Killer stepmother, 23, who filmed her three-year-old stepson as he lay dying from horrific head injury and texted his father ‘why does this happen to me?’ instead of calling 999 is jailed for 15 years
- Harvey Borrington was found by paramedics at the family home ‘unconscious’
- His stepmother Leila Borrington, 23, had said that the toddler fell off a chair
- But Borrington has today been jailed for 15 years for manslaughter following trial
A woman who filmed her three-year-old stepson as he lay dying on the floor with a horrific head injury instead of calling for an ambulance has been jailed for 15 years.
Little Harvey Borrington was found ‘unconscious’ and ‘unresponsive’ by paramedics at the family home in Jacksdale, near Mansfield on August 7 2021, Nottingham Crown Court was told.
His stepmother Leila Borrington, 23, had said that the toddler fell off a chair and she had filmed him moaning on the floor before calling 999 to ‘show paramedics’.
But medical experts found that Harvey’s injuries – including a fractured skull and fatal bleed on the brain – were caused by repeated blows instead of a one-off fall.

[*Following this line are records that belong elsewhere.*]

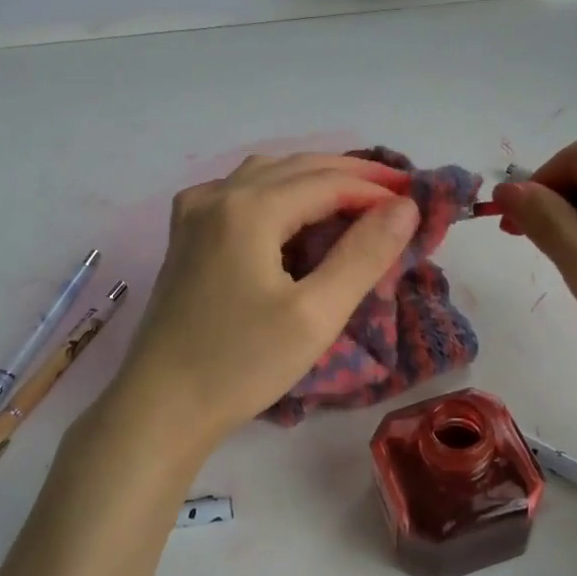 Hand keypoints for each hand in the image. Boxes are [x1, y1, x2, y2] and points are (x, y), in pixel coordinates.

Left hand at [107, 154, 420, 455]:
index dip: (374, 189)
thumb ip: (364, 256)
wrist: (161, 407)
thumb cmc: (241, 364)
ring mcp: (193, 215)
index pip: (326, 181)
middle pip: (294, 168)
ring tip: (353, 199)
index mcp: (248, 208)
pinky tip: (291, 216)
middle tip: (395, 193)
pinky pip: (238, 195)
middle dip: (348, 175)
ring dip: (311, 180)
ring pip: (264, 176)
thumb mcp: (315, 315)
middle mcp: (216, 196)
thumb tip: (404, 207)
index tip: (415, 202)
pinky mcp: (184, 238)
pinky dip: (277, 194)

Several other older injuries, including a broken arm, were also found.
The court heard that rather than call 999, Borrington had texted Harvey’s father saying ‘Why does this happen to me?’
She has today been jailed for 15 years for manslaughter, assault and causing grievous bodily harm.

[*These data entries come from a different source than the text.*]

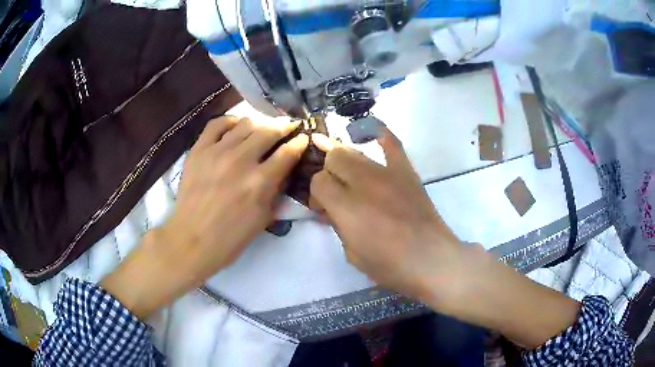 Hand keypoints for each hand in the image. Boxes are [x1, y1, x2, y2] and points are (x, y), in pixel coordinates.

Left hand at [101, 116, 308, 318]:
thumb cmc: (230, 237)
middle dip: (284, 126)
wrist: (192, 239)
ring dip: (259, 124)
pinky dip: (230, 121)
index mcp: (260, 182)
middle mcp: (241, 160)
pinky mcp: (198, 150)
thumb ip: (276, 191)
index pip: (287, 153)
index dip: (299, 142)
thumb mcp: (263, 219)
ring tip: (262, 128)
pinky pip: (217, 124)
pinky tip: (236, 126)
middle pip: (269, 131)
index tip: (303, 137)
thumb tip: (283, 170)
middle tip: (289, 126)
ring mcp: (217, 152)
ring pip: (245, 124)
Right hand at [309, 129, 462, 302]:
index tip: (324, 208)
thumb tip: (332, 210)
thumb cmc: (389, 265)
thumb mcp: (351, 254)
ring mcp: (386, 173)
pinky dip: (380, 135)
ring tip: (351, 177)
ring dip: (346, 162)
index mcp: (346, 206)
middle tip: (337, 193)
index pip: (317, 181)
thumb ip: (338, 225)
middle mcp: (362, 182)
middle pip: (333, 158)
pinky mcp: (406, 172)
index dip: (316, 194)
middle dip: (328, 174)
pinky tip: (372, 132)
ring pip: (354, 151)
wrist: (431, 259)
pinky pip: (392, 144)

Leila Borrington, who filmed her three-year-old stepson Harvey Borrington as he lay dying from a brain injury, has been jailed for 15 years at Nottingham Crown Court for manslaughter, assault and causing grievous bodily harm
Harvey Borrington, three, suffered a fractured skull and fatal bleed on the brain while being looked after by his step-mother Leila Borrington at their family home in Jacksdale, Nottingham
Passing sentence, High Court judge Mr Justice Nicklin said the unlawful killing of her stepson, who had severe non-verbal autism, had had a profound effect on his loved ones.
The judge told her that the death of the three-year-old in Nottinghamshire in August 2021 must have been the result of a ‘sustained violent assault’.
Text messages Borrington had sent after breaking Harvey’s arm in April 2021 showed ‘a shocking lack of care and concern’ for the youngster, the judge said.
During a lengthy trial at Nottingham Crown Court she denied ever hitting Harvey, but last month a jury found her guilty of manslaughter.
She was acquitted of an alternative charge of murder.
Borrington was also convicted of separate charges of assaulting and causing grievous bodily harm to Harvey.
Returning a total of seven verdicts after deliberating for more than 24 hours, jurors also cleared Borrington of three charges of assault occasioning actual bodily harm.
The killer stepmother wiped away tears with the back of her hands after the verdicts.
Nottingham Queen’s Medical Centre is pictured. Harvey Borrington died in hospital after suffering a serious head injury while at home in August 2021 with his stepmother
Harvey, who had spent most weekends with Borrington, died in hospital on August 9 after paramedics were called to the address and found him ‘deeply unconscious’, ‘unresponsive’ and with ‘abnormal body posture’.
Opening the prosecution’s case, Jonas Hankin KC said that Borrington was at home caring alone for the youngster while Harvey’s father had been at work when it was likely the fatal injury was ‘inflicted’ at the couple’s home.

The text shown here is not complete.